## DIRECTIONS FOR THIS TASK
Your answer must be an exact copy of the data, without any pictures.

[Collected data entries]
────────
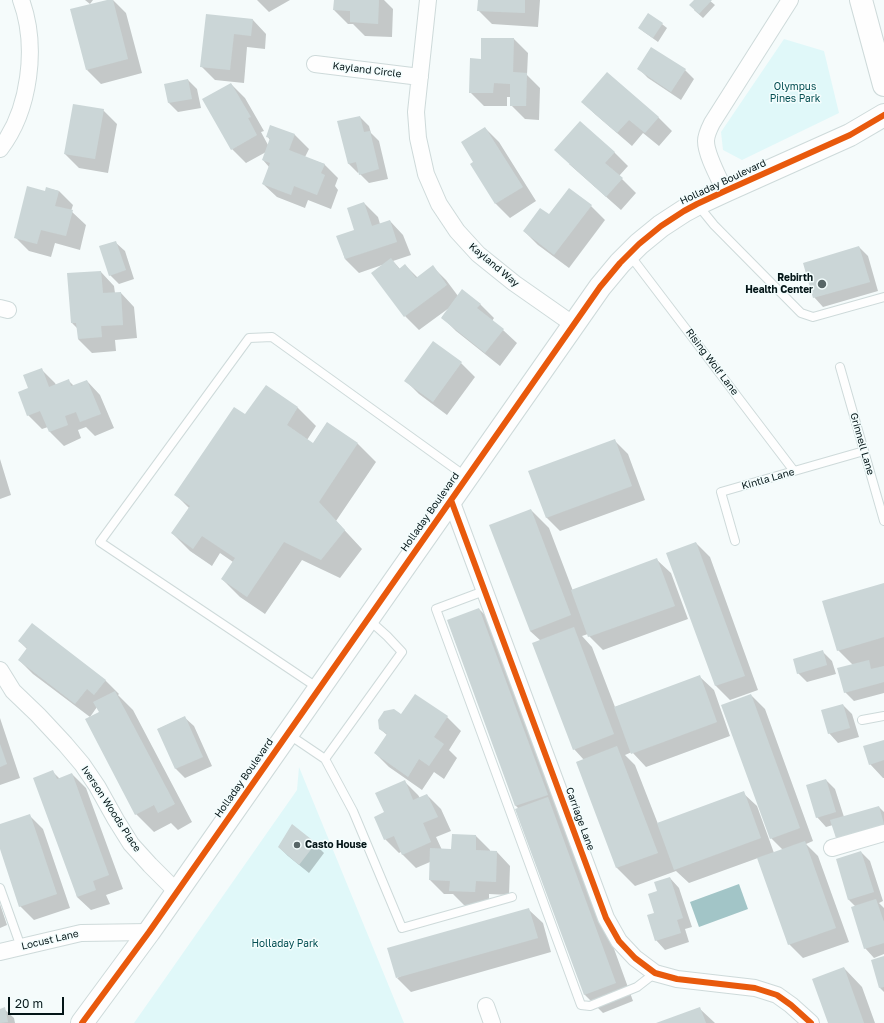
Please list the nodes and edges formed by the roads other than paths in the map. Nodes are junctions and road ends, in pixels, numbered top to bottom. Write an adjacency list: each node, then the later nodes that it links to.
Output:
1 (21, 0): 9 (street)
2 (428, 0): 6 (street, Kayland Way)
3 (790, 0): 10 (street, Holladay Boulevard)
4 (861, 0): 7 (street)
5 (315, 64): 6 (street, Kayland Circle)
6 (420, 77): 14 (street, Kayland Way)
7 (884, 85)
8 (884, 115): 10 (street, Holladay Boulevard)
9 (0, 149)
10 (725, 191): 11 (street, Holladay Boulevard)
11 (697, 204): 12 (street, Holladay Boulevard); 13 (lane)
12 (629, 254): 14 (street, Holladay Boulevard); 17 (lane, Rising Wolf Lane)
13 (884, 297)
14 (574, 325): 18 (street, Holladay Boulevard)
15 (840, 367): 16 (lane, Grinnell Lane)
16 (864, 451): 17 (lane, Kintla Lane); 20 (lane, Grinnell Lane)
17 (794, 471): 21 (lane, Kintla Lane)
18 (466, 477): 19 (street, Holladay Boulevard); 25 (lane)
19 (451, 500): 22 (street, Carriage Lane); 23 (street, Holladay Boulevard)
20 (884, 521)
21 (735, 541)
22 (484, 591): 38 (street, Carriage Lane); 38 (lane)
23 (368, 619): 25 (street, Holladay Boulevard); 29 (lane)
24 (0, 670): 33 (street, Iverson Woods Place)
25 (319, 689): 28 (street, Holladay Boulevard)
26 (884, 716): 27 (lane)
27 (862, 720)
28 (288, 734): 29 (lane); 33 (street, Holladay Boulevard)
29 (325, 759): 34 (lane)
30 (884, 833): 31 (street)
31 (832, 848)
32 (0, 888): 36 (lane)
33 (177, 892): 35 (street, Holladay Boulevard)
34 (512, 897)
35 (149, 932): 36 (street, Locust Lane); 40 (street, Holladay Boulevard)
36 (21, 947): 37 (street, Locust Lane)
37 (0, 952)
38 (655, 973): 42 (street, Carriage Lane)
39 (486, 1006): 41 (street)
40 (82, 1023)
41 (492, 1023)
42 (811, 1023)

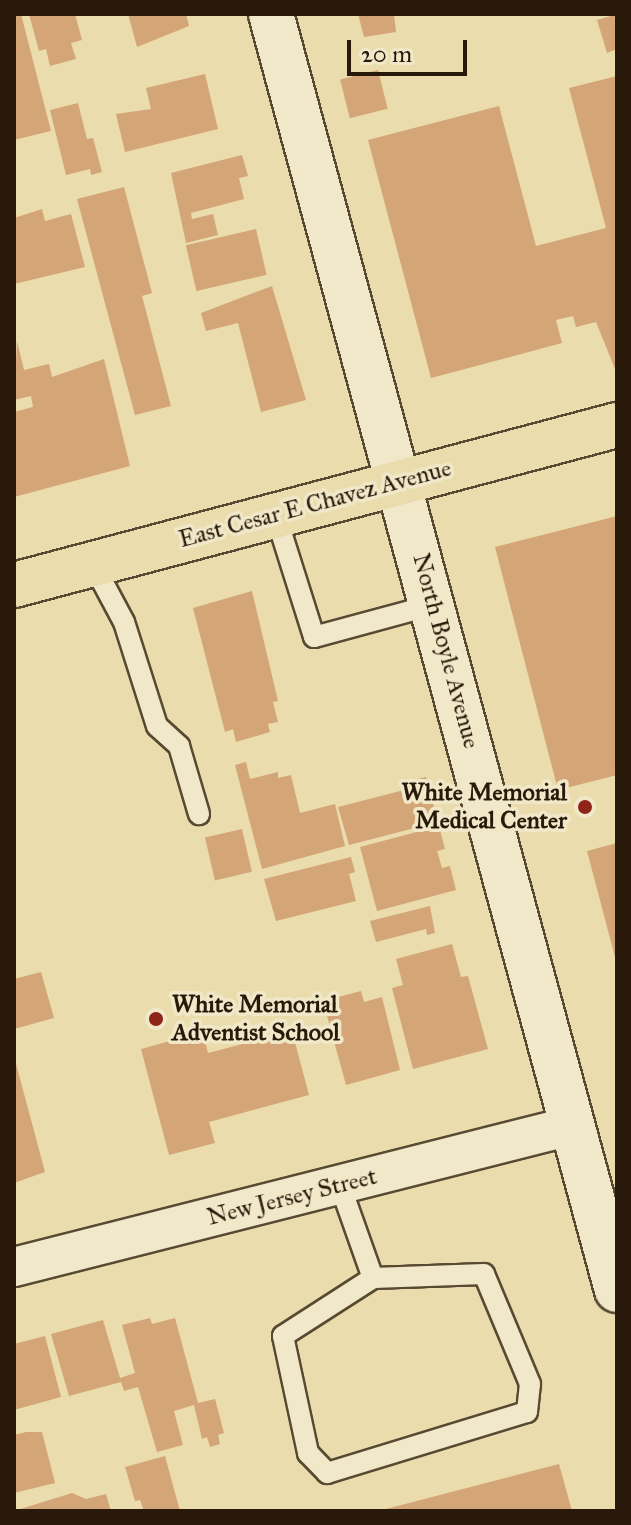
────────
## RESPONSE
Please list the nodes and edges formed by the roads other than paths in the map. Nodes are junctions and road ends, in pixels, numbered top to bottom. Write an adjacency list: each node, then the later nodes that it links to.
Output:
1 (21, 0): 9 (street)
2 (428, 0): 6 (street, Kayland Way)
3 (790, 0): 10 (street, Holladay Boulevard)
4 (861, 0): 7 (street)
5 (315, 64): 6 (street, Kayland Circle)
6 (420, 77): 14 (street, Kayland Way)
7 (884, 85)
8 (884, 115): 10 (street, Holladay Boulevard)
9 (0, 149)
10 (725, 191): 11 (street, Holladay Boulevard)
11 (697, 204): 12 (street, Holladay Boulevard); 13 (lane)
12 (629, 254): 14 (street, Holladay Boulevard); 17 (lane, Rising Wolf Lane)
13 (884, 297)
14 (574, 325): 18 (street, Holladay Boulevard)
15 (840, 367): 16 (lane, Grinnell Lane)
16 (864, 451): 17 (lane, Kintla Lane); 20 (lane, Grinnell Lane)
17 (794, 471): 21 (lane, Kintla Lane)
18 (466, 477): 19 (street, Holladay Boulevard); 25 (lane)
19 (451, 500): 22 (street, Carriage Lane); 23 (street, Holladay Boulevard)
20 (884, 521)
21 (735, 541)
22 (484, 591): 38 (street, Carriage Lane); 38 (lane)
23 (368, 619): 25 (street, Holladay Boulevard); 29 (lane)
24 (0, 670): 33 (street, Iverson Woods Place)
25 (319, 689): 28 (street, Holladay Boulevard)
26 (884, 716): 27 (lane)
27 (862, 720)
28 (288, 734): 29 (lane); 33 (street, Holladay Boulevard)
29 (325, 759): 34 (lane)
30 (884, 833): 31 (street)
31 (832, 848)
32 (0, 888): 36 (lane)
33 (177, 892): 35 (street, Holladay Boulevard)
34 (512, 897)
35 (149, 932): 36 (street, Locust Lane); 40 (street, Holladay Boulevard)
36 (21, 947): 37 (street, Locust Lane)
37 (0, 952)
38 (655, 973): 42 (street, Carriage Lane)
39 (486, 1006): 41 (street)
40 (82, 1023)
41 (492, 1023)
42 (811, 1023)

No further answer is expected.